They crawled back a score or so of yards that brought them to the elbow-turn of the depression. The bank of the turn was practically the last cover they could count upon, because here the ditch shallowed and widened and was, in addition, more or less open to enfilading fire from the German side.
Ainsley halted the men and whispered to them that as soon as they cleared the ditch they were to crawl out into open order, starting as soon as darkness fell after the next light. Next moment they commenced to move, and as they did so Ainsley fancied he heard a stealthy rustling in the grass immediately in front of him. It occurred to him that their long delay might have led to the sending out of a search party, and he was on the point of whispering an order back to the men to halt, while he investigated, when a couple of pistol lights flared upwards, lighting the ground immediately about them. To his surprise—surprise was his only feeling for the moment—he found himself staring into a bearded face not six feet from his own, and above the face was the little round flat cap that marked the man a German.
Both he and the German saw each other at the same instant; but because the same imminent peril was over each, each instinctively dropped flat to the wet ground. Ainsley had just time to glimpse the movement of other three or four gray-coated figures as they also fell flat. Next instant, he heard his sergeant’s voice, hurried and sharp with warning, but still low toned.
“Look out, sir!

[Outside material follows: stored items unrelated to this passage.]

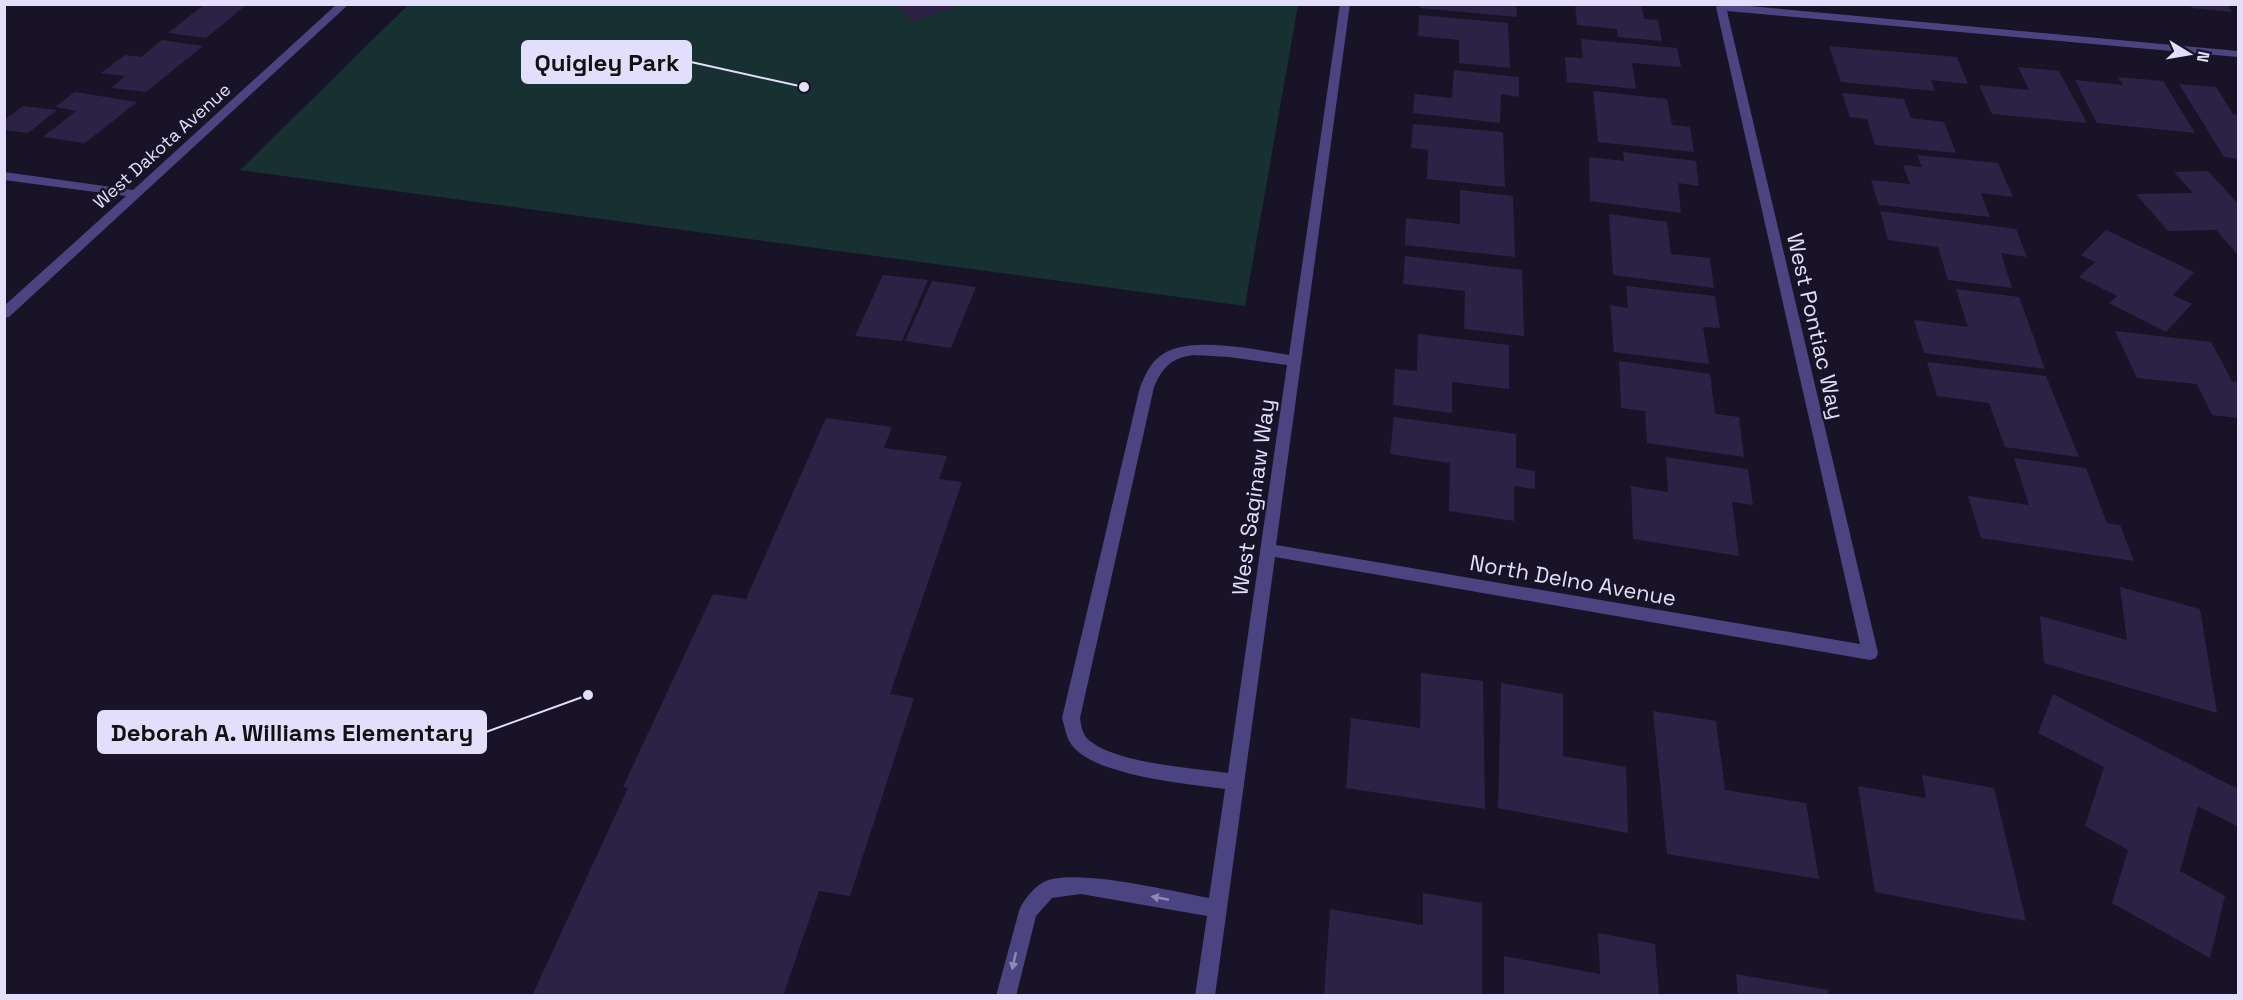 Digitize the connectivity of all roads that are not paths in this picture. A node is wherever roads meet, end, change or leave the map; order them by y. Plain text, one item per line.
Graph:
1 (344, 4) edge
2 (1345, 4) edge
3 (2238, 54) edge
4 (4, 176) edge
5 (136, 194) junction
6 (4, 314) edge
7 (1295, 361) junction
8 (1269, 550) junction
9 (1870, 653) joint
10 (1236, 782) junction
11 (1218, 909) junction
12 (1006, 996) edge
13 (1205, 996) edge

1 - 5 street, West Dakota Avenue
2 - 7 street, West Saginaw Way
3 - 9 street, West Pontiac Way
4 - 5 street
5 - 6 street, West Dakota Avenue
7 - 8 street, West Saginaw Way
7 - 10 street
8 - 9 street, North Delno Avenue
8 - 10 street, West Saginaw Way
10 - 11 street, West Saginaw Way
11 -> 12 street
11 - 13 street, West Saginaw Way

There’s a big Boche just in front of you.”
Ainsley “sh-sh-shed” him to silence, and at the same time was a little amused and a great deal relieved to hear the German in front of him similarly hush down the few low exclamations of his party. The flare was still burning, and Ainsley, twisting his head, was able to look across the muddy grass at the German eyes staring anxiously into his own.
“Do not move!” said Ainsley, wondering to himself if the man understood English, and fumbling in vain in his mind for the German phrase that would express his meaning.

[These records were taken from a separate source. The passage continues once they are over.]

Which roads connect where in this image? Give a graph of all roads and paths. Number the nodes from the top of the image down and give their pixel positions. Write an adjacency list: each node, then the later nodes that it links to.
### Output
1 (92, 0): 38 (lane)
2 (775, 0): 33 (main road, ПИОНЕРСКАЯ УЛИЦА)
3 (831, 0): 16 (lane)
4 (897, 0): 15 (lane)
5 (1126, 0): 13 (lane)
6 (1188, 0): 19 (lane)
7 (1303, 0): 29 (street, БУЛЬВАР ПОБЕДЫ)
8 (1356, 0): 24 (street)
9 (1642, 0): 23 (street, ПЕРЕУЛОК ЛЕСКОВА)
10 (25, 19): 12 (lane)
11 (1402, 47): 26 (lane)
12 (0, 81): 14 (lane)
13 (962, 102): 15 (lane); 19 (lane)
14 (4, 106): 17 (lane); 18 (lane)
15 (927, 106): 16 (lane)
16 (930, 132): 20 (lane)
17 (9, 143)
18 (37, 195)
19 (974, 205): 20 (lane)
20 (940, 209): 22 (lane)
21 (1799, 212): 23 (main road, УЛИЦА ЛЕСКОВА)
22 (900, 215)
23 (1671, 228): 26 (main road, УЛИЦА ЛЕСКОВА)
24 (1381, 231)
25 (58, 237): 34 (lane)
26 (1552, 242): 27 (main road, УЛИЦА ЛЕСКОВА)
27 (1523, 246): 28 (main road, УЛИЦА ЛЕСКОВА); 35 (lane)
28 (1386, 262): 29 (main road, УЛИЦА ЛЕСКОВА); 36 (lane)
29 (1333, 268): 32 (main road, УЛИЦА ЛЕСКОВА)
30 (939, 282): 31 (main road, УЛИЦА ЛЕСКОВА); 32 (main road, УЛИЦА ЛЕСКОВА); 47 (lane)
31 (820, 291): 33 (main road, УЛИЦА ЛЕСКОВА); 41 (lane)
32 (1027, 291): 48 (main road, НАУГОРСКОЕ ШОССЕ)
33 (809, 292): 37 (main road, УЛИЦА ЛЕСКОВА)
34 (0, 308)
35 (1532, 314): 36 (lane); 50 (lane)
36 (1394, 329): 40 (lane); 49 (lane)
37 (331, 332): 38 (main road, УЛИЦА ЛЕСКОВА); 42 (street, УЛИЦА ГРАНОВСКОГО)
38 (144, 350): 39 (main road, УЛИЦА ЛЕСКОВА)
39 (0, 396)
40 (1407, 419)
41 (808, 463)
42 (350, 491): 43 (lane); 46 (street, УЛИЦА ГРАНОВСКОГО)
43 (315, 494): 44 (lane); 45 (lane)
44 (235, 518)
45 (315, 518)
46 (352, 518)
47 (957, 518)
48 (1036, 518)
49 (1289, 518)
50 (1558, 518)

“Kamarade—eh?” grunted the German, with a note of interrogation that left no doubt as to his meaning.
“Nein, nein!” answered Ainsley. “You kamarade—sie kamarade.”
The other, in somewhat voluble gutturals, insisted that Ainsley must “kamarade,” otherwise surrender. He spoke too fast for Ainsley’s very limited knowledge of German to follow, but at least, to Ainsley’s relief, there was for the moment no motion towards hostilities on either side. The Germans recognized, no doubt as he did, that the first sign of a shot, the first wink of a rifle flash out there in the open, would bring upon them a blaze of light and a storm of rifle and maxim bullets. Even although his party had slightly the advantage of position in the scanty cover of the ditch, he was not at all inclined to bring about another burst of firing, particularly as he was not sure that some excitable individuals in his own trench would not forget about his party being in the open and hail indiscriminate bullets in the direction of a rifle flash, or even the sound of indiscreetly loud talking.